Is there a “killer app” for 3D printing, or have we not seen it yet?

People are starting to buy 3D printers and consumables at retail stores, getting their files from the ‘Internet of Things’, modifying and printing them out on demand at the point of use—their home. When 3D printing is considered another necessary tool in the tool box, we’ll know we’ve arrived.

What kinds of clients do you work with? What problems do you help them with?

There’s always a lag time between the adoption of new technologies and using them in production. I help clients reduce that lag time, so that they can create or maintain a competitive advantage. It is important to help small businesses, especially to find solutions that provide real returns on their investments and help them re-shore, that is, bring jobs back to the U.S.

How does Rippl3D fit into this?

I went across the nation talking about 3D printing and education. We found 3D printers sitting on school bookshelves without a project to work on after they used up their first roll of filament.

We knew the world needed a way to simplify the use of 3D printing to support education. Rippl3D provides fun and relevant challenge-based activities for players, the students, to make and explore things they used to only read about in their textbooks.

It lets them use the 3D printers that schools often already have to take the abstract concepts they’re learning about in the curriculum into the real world.

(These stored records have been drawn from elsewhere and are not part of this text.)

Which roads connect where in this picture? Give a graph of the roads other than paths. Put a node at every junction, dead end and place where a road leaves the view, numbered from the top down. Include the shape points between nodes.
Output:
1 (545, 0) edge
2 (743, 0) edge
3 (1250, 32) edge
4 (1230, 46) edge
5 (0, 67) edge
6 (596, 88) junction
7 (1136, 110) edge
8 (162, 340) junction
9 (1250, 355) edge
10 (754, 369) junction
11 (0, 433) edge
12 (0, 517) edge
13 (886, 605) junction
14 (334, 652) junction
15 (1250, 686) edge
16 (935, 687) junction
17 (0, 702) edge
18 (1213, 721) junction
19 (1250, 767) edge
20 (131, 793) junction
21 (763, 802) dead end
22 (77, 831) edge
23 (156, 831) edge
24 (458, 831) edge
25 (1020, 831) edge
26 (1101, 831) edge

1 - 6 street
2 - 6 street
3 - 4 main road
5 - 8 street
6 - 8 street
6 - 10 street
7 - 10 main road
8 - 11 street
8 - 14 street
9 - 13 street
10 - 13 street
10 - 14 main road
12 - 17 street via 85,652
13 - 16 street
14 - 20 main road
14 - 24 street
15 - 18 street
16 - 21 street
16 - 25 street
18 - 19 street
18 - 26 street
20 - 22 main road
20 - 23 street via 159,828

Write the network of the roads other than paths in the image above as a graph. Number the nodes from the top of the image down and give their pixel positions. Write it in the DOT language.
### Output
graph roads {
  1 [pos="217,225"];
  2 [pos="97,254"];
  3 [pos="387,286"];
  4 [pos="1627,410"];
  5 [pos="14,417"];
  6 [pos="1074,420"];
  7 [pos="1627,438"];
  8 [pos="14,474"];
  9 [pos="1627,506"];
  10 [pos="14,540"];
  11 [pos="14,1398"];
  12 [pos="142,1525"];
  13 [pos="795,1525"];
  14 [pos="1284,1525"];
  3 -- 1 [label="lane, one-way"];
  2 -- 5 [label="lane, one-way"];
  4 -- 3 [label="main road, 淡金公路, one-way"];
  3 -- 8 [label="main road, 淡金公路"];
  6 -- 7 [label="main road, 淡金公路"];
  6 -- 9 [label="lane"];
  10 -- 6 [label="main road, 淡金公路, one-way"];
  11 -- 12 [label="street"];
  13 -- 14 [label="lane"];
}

Who else is doing great work in 3D printing that you admire?

The pictures on this page are of an EDAG Light Cocoon Car at last year’s Geneva Auto Show. The 3D Printed chassis and the complete car, skinned and lit from inside.

EDAG Light Cocoon Car Skinned

It’s an incredible example of where 3D Printing can take art, design and manufacturing. I would love one of these cars and I would bet that there a lot of people in line with me!

As a consultant, I want to help companies realize these types of innovations for their products. My hope is that Rippl3D helps ensure we have the future workforce that knows how to make things like this here in the US with the technology that’s becoming available.

Where can you be found when you’re not working?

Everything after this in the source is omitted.